EXERCISE DIRECTIONS: Word-for-word reproduction, images excluded: copy every entry below.

··· TASK INPUTS ···

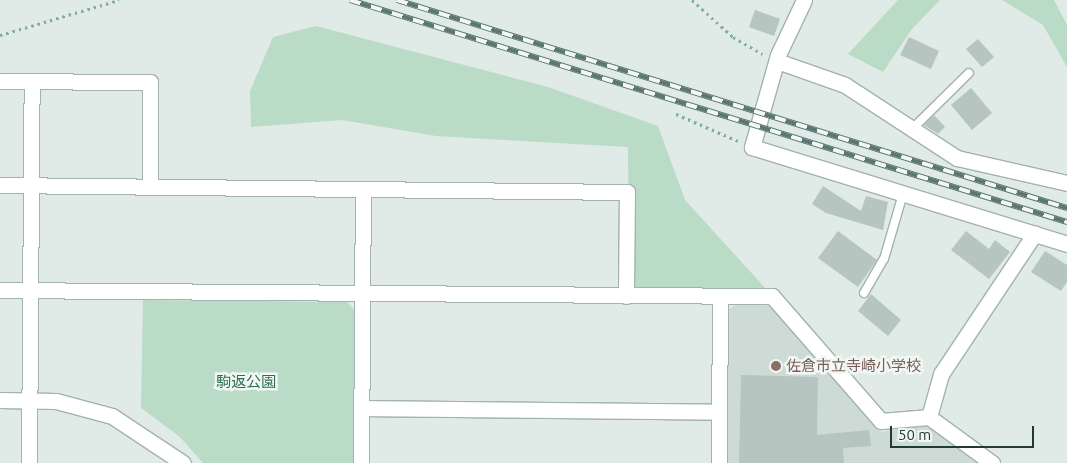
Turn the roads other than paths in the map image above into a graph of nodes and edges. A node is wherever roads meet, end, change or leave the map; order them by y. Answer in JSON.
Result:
{"nodes":[{"id":1,"x":804,"y":0,"type":"edge"},
{"id":2,"x":777,"y":61,"type":"junction"},
{"id":3,"x":969,"y":73,"type":"dead end"},
{"id":4,"x":0,"y":80,"type":"edge"},
{"id":5,"x":32,"y":81,"type":"junction"},
{"id":6,"x":911,"y":130,"type":"junction"},
{"id":7,"x":1067,"y":183,"type":"edge"},
{"id":8,"x":0,"y":185,"type":"edge"},
{"id":9,"x":31,"y":185,"type":"junction"},
{"id":10,"x":150,"y":187,"type":"junction"},
{"id":11,"x":363,"y":189,"type":"junction"},
{"id":12,"x":903,"y":194,"type":"junction"},
{"id":13,"x":1035,"y":233,"type":"junction"},
{"id":14,"x":1067,"y":244,"type":"edge"},
{"id":15,"x":0,"y":290,"type":"edge"},
{"id":16,"x":30,"y":290,"type":"junction"},
{"id":17,"x":864,"y":293,"type":"dead end"},
{"id":18,"x":362,"y":294,"type":"junction"},
{"id":19,"x":626,"y":296,"type":"junction"},
{"id":20,"x":720,"y":297,"type":"junction"},
{"id":21,"x":0,"y":400,"type":"edge"},
{"id":22,"x":29,"y":400,"type":"junction"},
{"id":23,"x":362,"y":408,"type":"junction"},
{"id":24,"x":719,"y":412,"type":"junction"},
{"id":25,"x":929,"y":417,"type":"junction"},
{"id":26,"x":29,"y":463,"type":"edge"},
{"id":27,"x":183,"y":463,"type":"edge"},
{"id":28,"x":361,"y":463,"type":"edge"},
{"id":29,"x":719,"y":463,"type":"edge"},
{"id":30,"x":992,"y":463,"type":"edge"}],
"edges":[{"from":1,"to":2,"type":"street"},
{"from":2,"to":6,"type":"street"},
{"from":2,"to":12,"type":"street"},
{"from":3,"to":6,"type":"lane"},
{"from":4,"to":5,"type":"street"},
{"from":5,"to":9,"type":"street"},
{"from":5,"to":10,"type":"street"},
{"from":6,"to":7,"type":"street"},
{"from":8,"to":9,"type":"street"},
{"from":9,"to":10,"type":"street"},
{"from":9,"to":16,"type":"street"},
{"from":10,"to":11,"type":"street"},
{"from":11,"to":18,"type":"street"},
{"from":11,"to":19,"type":"street"},
{"from":12,"to":13,"type":"street"},
{"from":12,"to":17,"type":"lane"},
{"from":13,"to":14,"type":"street"},
{"from":13,"to":25,"type":"street"},
{"from":15,"to":16,"type":"street"},
{"from":16,"to":18,"type":"street"},
{"from":16,"to":22,"type":"street"},
{"from":18,"to":19,"type":"street"},
{"from":18,"to":23,"type":"street"},
{"from":19,"to":20,"type":"street"},
{"from":20,"to":24,"type":"street"},
{"from":20,"to":25,"type":"street"},
{"from":21,"to":22,"type":"street"},
{"from":22,"to":26,"type":"street"},
{"from":22,"to":27,"type":"street"},
{"from":23,"to":24,"type":"street"},
{"from":23,"to":28,"type":"street"},
{"from":24,"to":29,"type":"street"},
{"from":25,"to":30,"type":"street"}]}
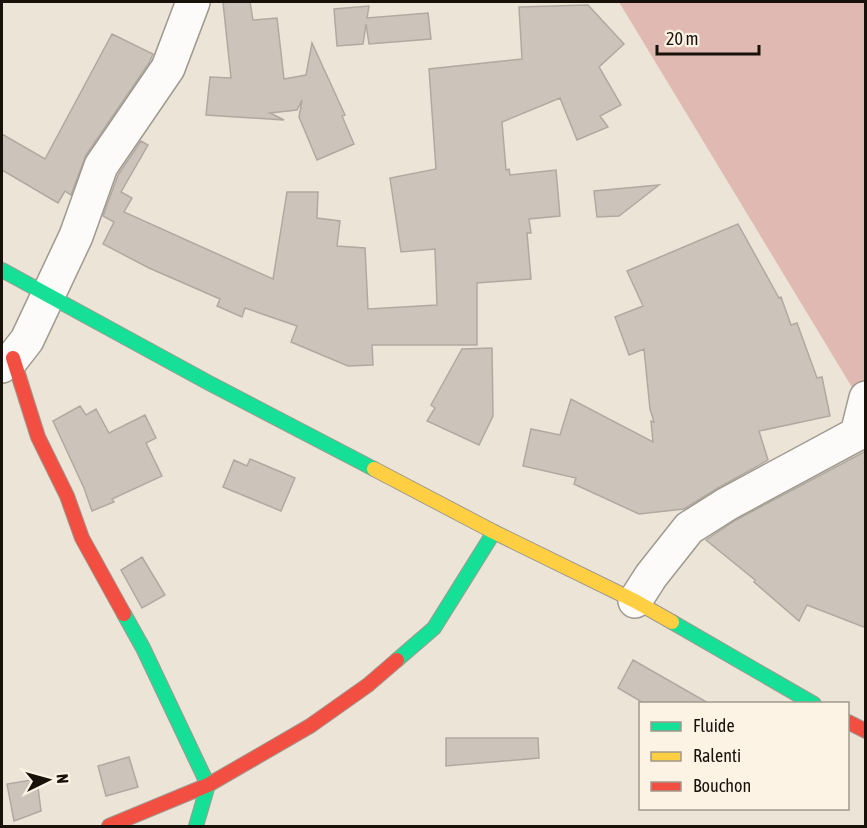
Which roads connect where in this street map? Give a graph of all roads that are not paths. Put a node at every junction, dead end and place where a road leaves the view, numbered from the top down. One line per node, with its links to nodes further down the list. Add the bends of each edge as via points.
1 (193, 2): 3 (street, via 168,68 101,166 76,236)
2 (2, 270): 3 (street)
3 (48, 295): 4 (street, via 27,340); 7 (street)
4 (7, 362): 12 (street, via 82,538 143,648)
5 (866, 398): 6 (street)
6 (861, 432): 8 (street, via 689,528)
7 (494, 532): 8 (street); 12 (street, via 434,628 368,685 310,726)
8 (635, 601): 9 (street)
9 (811, 702)
10 (849, 722): 11 (street)
11 (866, 731)
12 (208, 785): 13 (street); 14 (street)
13 (109, 826)
14 (196, 826)

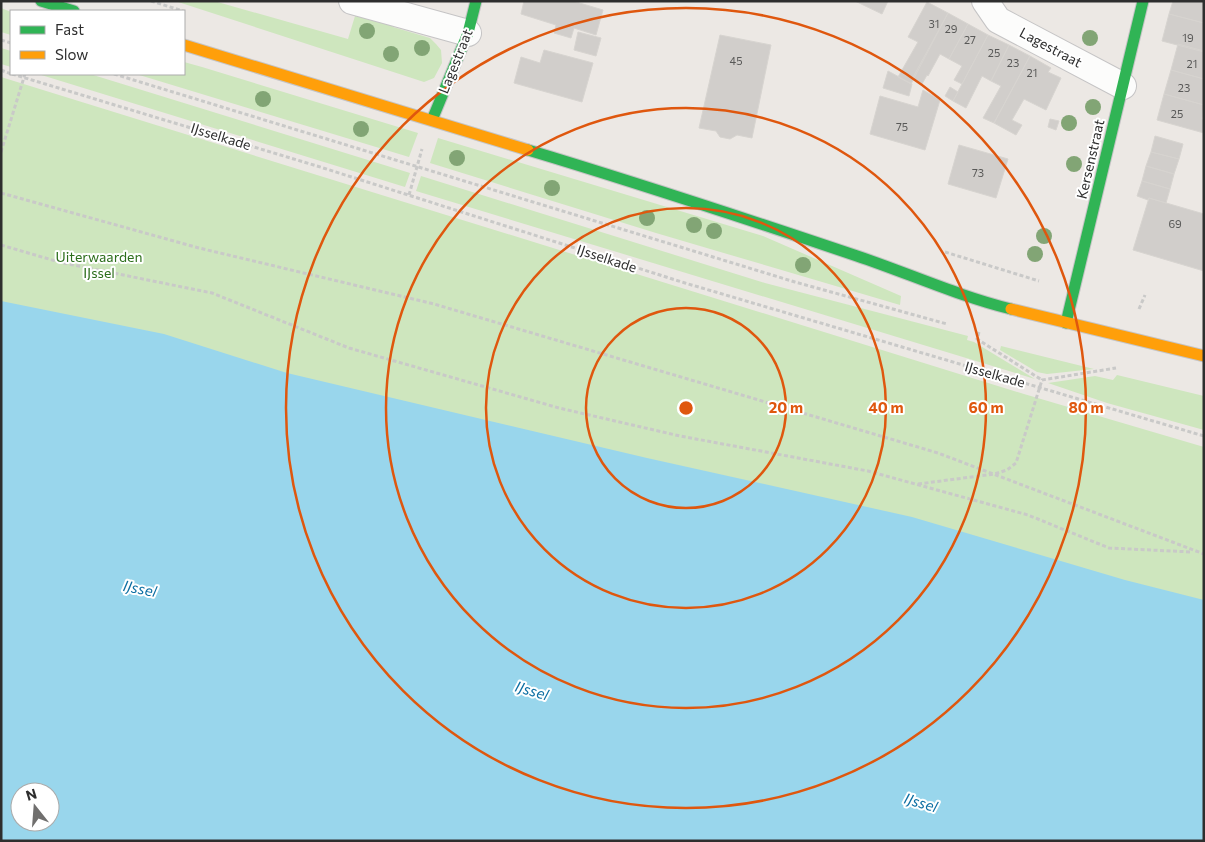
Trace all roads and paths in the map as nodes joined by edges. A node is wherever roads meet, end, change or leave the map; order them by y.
1 (41, 1) edge
2 (151, 1) edge
3 (352, 1) edge
4 (476, 1) edge
5 (985, 1) edge
6 (1143, 1) edge
7 (71, 10) edge
8 (180, 10) edge
9 (468, 33) junction
10 (185, 45) edge
11 (117, 75) edge
12 (24, 76) edge
13 (1123, 86) junction
14 (432, 120) junction
15 (1, 152) edge
16 (417, 165) junction
17 (1, 193) edge
18 (409, 195) junction
19 (1, 245) edge
20 (1066, 323) junction
21 (951, 325) dead end
22 (970, 330) dead end
23 (988, 335) dead end
24 (1204, 356) edge
25 (1107, 366) dead end
26 (1117, 368) dead end
27 (1040, 387) junction
28 (1204, 436) edge
29 (994, 474) junction
30 (916, 484) junction
31 (1195, 552) junction
32 (1204, 554) edge

1 - 7 street
2 - 8 path
3 - 9 street
4 - 9 street, Lagestraat
5 - 13 street, Lagestraat
6 - 13 street, Kersenstraat
9 - 14 street, Lagestraat
10 - 14 street
11 - 16 path, IJsselkade
12 - 15 path
12 - 18 path, IJsselkade
13 - 20 street, Kersenstraat
14 - 20 street
16 - 18 path
16 - 21 path, IJsselkade
17 - 29 path
18 - 27 path, IJsselkade
19 - 30 path
20 - 24 street
22 - 23 path
25 - 26 path
27 - 28 path, IJsselkade
27 - 29 path
29 - 30 path
29 - 31 path
30 - 31 path
31 - 32 path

···

EXERCISE SOLUTION:
Turn the roads other than paths in the map image above into a graph of nodes and edges. A node is wherever roads meet, end, change or leave the map; order them by y. Answer in JSON.
Result:
{"nodes":[{"id":1,"x":804,"y":0,"type":"edge"},
{"id":2,"x":777,"y":61,"type":"junction"},
{"id":3,"x":969,"y":73,"type":"dead end"},
{"id":4,"x":0,"y":80,"type":"edge"},
{"id":5,"x":32,"y":81,"type":"junction"},
{"id":6,"x":911,"y":130,"type":"junction"},
{"id":7,"x":1067,"y":183,"type":"edge"},
{"id":8,"x":0,"y":185,"type":"edge"},
{"id":9,"x":31,"y":185,"type":"junction"},
{"id":10,"x":150,"y":187,"type":"junction"},
{"id":11,"x":363,"y":189,"type":"junction"},
{"id":12,"x":903,"y":194,"type":"junction"},
{"id":13,"x":1035,"y":233,"type":"junction"},
{"id":14,"x":1067,"y":244,"type":"edge"},
{"id":15,"x":0,"y":290,"type":"edge"},
{"id":16,"x":30,"y":290,"type":"junction"},
{"id":17,"x":864,"y":293,"type":"dead end"},
{"id":18,"x":362,"y":294,"type":"junction"},
{"id":19,"x":626,"y":296,"type":"junction"},
{"id":20,"x":720,"y":297,"type":"junction"},
{"id":21,"x":0,"y":400,"type":"edge"},
{"id":22,"x":29,"y":400,"type":"junction"},
{"id":23,"x":362,"y":408,"type":"junction"},
{"id":24,"x":719,"y":412,"type":"junction"},
{"id":25,"x":929,"y":417,"type":"junction"},
{"id":26,"x":29,"y":463,"type":"edge"},
{"id":27,"x":183,"y":463,"type":"edge"},
{"id":28,"x":361,"y":463,"type":"edge"},
{"id":29,"x":719,"y":463,"type":"edge"},
{"id":30,"x":992,"y":463,"type":"edge"}],
"edges":[{"from":1,"to":2,"type":"street"},
{"from":2,"to":6,"type":"street"},
{"from":2,"to":12,"type":"street"},
{"from":3,"to":6,"type":"lane"},
{"from":4,"to":5,"type":"street"},
{"from":5,"to":9,"type":"street"},
{"from":5,"to":10,"type":"street"},
{"from":6,"to":7,"type":"street"},
{"from":8,"to":9,"type":"street"},
{"from":9,"to":10,"type":"street"},
{"from":9,"to":16,"type":"street"},
{"from":10,"to":11,"type":"street"},
{"from":11,"to":18,"type":"street"},
{"from":11,"to":19,"type":"street"},
{"from":12,"to":13,"type":"street"},
{"from":12,"to":17,"type":"lane"},
{"from":13,"to":14,"type":"street"},
{"from":13,"to":25,"type":"street"},
{"from":15,"to":16,"type":"street"},
{"from":16,"to":18,"type":"street"},
{"from":16,"to":22,"type":"street"},
{"from":18,"to":19,"type":"street"},
{"from":18,"to":23,"type":"street"},
{"from":19,"to":20,"type":"street"},
{"from":20,"to":24,"type":"street"},
{"from":20,"to":25,"type":"street"},
{"from":21,"to":22,"type":"street"},
{"from":22,"to":26,"type":"street"},
{"from":22,"to":27,"type":"street"},
{"from":23,"to":24,"type":"street"},
{"from":23,"to":28,"type":"street"},
{"from":24,"to":29,"type":"street"},
{"from":25,"to":30,"type":"street"}]}
Which roads connect where in this street map? Give a graph of all roads that are not paths. Put a node at every junction, dead end and place where a road leaves the view, numbered from the top down. One line per node, with its links to nodes further down the list. Add the bends of each edge as via points.
1 (193, 2): 3 (street, via 168,68 101,166 76,236)
2 (2, 270): 3 (street)
3 (48, 295): 4 (street, via 27,340); 7 (street)
4 (7, 362): 12 (street, via 82,538 143,648)
5 (866, 398): 6 (street)
6 (861, 432): 8 (street, via 689,528)
7 (494, 532): 8 (street); 12 (street, via 434,628 368,685 310,726)
8 (635, 601): 9 (street)
9 (811, 702)
10 (849, 722): 11 (street)
11 (866, 731)
12 (208, 785): 13 (street); 14 (street)
13 (109, 826)
14 (196, 826)

Trace all roads and paths in the map as nodes joined by edges. A node is wherever roads meet, end, change or leave the map; order them by y.
1 (41, 1) edge
2 (151, 1) edge
3 (352, 1) edge
4 (476, 1) edge
5 (985, 1) edge
6 (1143, 1) edge
7 (71, 10) edge
8 (180, 10) edge
9 (468, 33) junction
10 (185, 45) edge
11 (117, 75) edge
12 (24, 76) edge
13 (1123, 86) junction
14 (432, 120) junction
15 (1, 152) edge
16 (417, 165) junction
17 (1, 193) edge
18 (409, 195) junction
19 (1, 245) edge
20 (1066, 323) junction
21 (951, 325) dead end
22 (970, 330) dead end
23 (988, 335) dead end
24 (1204, 356) edge
25 (1107, 366) dead end
26 (1117, 368) dead end
27 (1040, 387) junction
28 (1204, 436) edge
29 (994, 474) junction
30 (916, 484) junction
31 (1195, 552) junction
32 (1204, 554) edge

1 - 7 street
2 - 8 path
3 - 9 street
4 - 9 street, Lagestraat
5 - 13 street, Lagestraat
6 - 13 street, Kersenstraat
9 - 14 street, Lagestraat
10 - 14 street
11 - 16 path, IJsselkade
12 - 15 path
12 - 18 path, IJsselkade
13 - 20 street, Kersenstraat
14 - 20 street
16 - 18 path
16 - 21 path, IJsselkade
17 - 29 path
18 - 27 path, IJsselkade
19 - 30 path
20 - 24 street
22 - 23 path
25 - 26 path
27 - 28 path, IJsselkade
27 - 29 path
29 - 30 path
29 - 31 path
30 - 31 path
31 - 32 path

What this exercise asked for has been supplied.